## What is expected
Lines in the data below that contain the word "order" are to be copied.

## Data for this task
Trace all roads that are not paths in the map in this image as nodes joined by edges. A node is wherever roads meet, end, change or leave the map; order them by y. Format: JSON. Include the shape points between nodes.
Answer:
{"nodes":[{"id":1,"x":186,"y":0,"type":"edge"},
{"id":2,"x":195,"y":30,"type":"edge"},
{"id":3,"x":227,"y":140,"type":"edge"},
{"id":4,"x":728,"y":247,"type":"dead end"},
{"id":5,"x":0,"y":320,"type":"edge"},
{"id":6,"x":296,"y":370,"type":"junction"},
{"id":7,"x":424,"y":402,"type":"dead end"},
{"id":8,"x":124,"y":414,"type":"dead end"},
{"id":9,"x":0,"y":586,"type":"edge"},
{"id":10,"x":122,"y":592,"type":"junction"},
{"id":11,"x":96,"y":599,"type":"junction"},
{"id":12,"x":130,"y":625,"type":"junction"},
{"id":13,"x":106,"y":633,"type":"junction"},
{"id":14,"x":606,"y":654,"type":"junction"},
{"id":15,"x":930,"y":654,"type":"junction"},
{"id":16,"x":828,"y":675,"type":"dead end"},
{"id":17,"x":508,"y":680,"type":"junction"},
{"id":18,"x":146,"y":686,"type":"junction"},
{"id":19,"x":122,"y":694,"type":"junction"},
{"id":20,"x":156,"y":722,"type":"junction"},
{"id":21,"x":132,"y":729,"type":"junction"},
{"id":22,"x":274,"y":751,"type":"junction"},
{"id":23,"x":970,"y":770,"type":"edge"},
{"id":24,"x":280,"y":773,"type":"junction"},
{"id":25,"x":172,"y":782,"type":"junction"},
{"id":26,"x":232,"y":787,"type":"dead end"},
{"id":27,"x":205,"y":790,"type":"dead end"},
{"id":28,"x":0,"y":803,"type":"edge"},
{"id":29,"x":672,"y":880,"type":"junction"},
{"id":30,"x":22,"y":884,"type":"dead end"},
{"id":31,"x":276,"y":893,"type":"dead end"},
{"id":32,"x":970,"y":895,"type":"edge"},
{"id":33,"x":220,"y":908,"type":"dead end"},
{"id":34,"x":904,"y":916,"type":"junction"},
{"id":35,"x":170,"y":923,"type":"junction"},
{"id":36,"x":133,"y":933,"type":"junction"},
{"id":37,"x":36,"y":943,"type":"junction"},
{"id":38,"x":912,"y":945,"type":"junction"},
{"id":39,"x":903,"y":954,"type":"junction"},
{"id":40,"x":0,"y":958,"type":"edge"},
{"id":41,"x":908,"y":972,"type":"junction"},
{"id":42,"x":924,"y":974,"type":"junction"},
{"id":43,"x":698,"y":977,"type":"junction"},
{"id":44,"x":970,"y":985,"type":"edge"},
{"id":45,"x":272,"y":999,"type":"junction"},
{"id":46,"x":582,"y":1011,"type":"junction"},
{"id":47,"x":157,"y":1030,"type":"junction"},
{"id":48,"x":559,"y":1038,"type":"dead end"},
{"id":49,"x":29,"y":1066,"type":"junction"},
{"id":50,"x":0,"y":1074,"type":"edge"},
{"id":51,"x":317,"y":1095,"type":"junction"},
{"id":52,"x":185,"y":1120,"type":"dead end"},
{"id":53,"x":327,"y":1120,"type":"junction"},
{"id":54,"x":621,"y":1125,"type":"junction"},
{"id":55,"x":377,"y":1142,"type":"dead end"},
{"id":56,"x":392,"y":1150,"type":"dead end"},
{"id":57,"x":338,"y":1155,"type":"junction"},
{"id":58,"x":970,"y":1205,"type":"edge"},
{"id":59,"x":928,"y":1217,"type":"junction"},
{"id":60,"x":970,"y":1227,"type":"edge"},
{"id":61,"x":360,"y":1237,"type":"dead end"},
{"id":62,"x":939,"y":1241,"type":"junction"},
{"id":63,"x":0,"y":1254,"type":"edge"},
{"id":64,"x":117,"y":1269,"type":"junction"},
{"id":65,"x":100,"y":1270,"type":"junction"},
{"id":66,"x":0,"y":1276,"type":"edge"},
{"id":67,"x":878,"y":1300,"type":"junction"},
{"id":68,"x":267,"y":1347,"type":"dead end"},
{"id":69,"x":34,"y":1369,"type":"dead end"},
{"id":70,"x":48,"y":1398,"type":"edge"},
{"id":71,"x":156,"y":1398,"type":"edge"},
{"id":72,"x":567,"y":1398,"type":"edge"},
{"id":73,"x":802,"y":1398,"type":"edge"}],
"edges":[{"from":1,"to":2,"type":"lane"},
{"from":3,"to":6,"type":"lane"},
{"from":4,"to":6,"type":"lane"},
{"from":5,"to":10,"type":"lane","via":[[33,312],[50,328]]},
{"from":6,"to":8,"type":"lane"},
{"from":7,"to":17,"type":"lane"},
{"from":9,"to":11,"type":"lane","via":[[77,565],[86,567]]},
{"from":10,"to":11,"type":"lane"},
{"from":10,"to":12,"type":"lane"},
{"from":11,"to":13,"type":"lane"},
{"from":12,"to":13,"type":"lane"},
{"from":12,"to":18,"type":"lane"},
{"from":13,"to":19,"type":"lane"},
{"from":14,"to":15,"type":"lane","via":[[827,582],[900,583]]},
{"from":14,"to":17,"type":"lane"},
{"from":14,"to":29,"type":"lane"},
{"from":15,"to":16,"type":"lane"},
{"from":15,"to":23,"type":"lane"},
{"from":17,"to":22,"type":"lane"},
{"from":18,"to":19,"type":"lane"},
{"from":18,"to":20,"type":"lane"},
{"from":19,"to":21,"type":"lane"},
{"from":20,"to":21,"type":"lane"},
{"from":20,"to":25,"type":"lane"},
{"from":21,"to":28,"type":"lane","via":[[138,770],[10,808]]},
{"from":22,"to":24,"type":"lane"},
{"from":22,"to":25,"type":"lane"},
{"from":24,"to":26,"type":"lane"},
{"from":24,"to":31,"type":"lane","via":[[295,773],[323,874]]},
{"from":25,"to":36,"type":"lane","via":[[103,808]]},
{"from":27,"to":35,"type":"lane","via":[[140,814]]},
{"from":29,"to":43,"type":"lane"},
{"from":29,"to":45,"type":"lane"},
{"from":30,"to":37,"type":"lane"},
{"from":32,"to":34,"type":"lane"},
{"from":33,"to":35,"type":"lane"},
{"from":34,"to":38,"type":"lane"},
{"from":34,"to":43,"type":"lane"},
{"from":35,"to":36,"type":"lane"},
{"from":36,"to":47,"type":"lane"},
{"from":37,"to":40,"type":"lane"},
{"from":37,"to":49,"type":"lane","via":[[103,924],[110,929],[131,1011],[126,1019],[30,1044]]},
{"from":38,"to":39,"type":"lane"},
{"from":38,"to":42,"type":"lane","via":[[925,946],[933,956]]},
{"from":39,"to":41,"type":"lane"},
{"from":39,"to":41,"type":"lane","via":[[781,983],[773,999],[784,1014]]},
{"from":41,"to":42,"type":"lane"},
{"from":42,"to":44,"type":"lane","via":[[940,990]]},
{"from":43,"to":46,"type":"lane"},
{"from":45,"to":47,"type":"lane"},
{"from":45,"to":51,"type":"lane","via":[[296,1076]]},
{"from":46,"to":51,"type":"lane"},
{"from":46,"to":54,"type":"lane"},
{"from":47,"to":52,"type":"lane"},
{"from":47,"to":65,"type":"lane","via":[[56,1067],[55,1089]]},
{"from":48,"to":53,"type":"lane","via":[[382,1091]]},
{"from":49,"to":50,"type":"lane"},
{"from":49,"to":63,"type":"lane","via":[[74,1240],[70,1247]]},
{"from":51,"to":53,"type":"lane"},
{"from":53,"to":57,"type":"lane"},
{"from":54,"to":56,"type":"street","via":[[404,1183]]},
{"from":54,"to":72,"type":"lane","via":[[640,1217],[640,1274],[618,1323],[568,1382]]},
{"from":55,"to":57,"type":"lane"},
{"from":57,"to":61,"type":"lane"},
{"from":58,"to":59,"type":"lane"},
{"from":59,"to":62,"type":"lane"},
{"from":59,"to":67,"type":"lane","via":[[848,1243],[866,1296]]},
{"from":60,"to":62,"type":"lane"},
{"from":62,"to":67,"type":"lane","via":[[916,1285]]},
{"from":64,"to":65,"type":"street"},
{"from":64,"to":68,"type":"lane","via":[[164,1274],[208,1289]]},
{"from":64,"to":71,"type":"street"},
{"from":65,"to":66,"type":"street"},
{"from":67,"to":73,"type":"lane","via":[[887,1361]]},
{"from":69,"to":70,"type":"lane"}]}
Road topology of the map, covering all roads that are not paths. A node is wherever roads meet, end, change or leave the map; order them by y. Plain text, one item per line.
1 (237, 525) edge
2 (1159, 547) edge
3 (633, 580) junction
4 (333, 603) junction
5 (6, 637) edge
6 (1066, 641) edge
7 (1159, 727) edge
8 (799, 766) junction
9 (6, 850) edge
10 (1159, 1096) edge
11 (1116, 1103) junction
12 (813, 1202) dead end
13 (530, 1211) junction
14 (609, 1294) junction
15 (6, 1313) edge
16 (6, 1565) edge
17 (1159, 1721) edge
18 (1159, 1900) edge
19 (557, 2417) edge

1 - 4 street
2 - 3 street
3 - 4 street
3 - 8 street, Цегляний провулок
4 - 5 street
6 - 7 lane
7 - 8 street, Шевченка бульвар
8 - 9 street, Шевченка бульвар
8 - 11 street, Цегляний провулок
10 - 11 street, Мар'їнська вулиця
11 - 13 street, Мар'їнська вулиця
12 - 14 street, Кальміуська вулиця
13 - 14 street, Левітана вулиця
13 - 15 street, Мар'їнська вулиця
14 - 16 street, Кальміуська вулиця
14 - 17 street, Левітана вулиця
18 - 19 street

## Your solution
Trace all roads that are not paths in the map in this image as nodes joined by edges. A node is wherever roads meet, end, change or leave the map; order them by y. Format: JSON. Include the shape points between nodes.
Road topology of the map, covering all roads that are not paths. A node is wherever roads meet, end, change or leave the map; order them by y. Plain text, one item per line.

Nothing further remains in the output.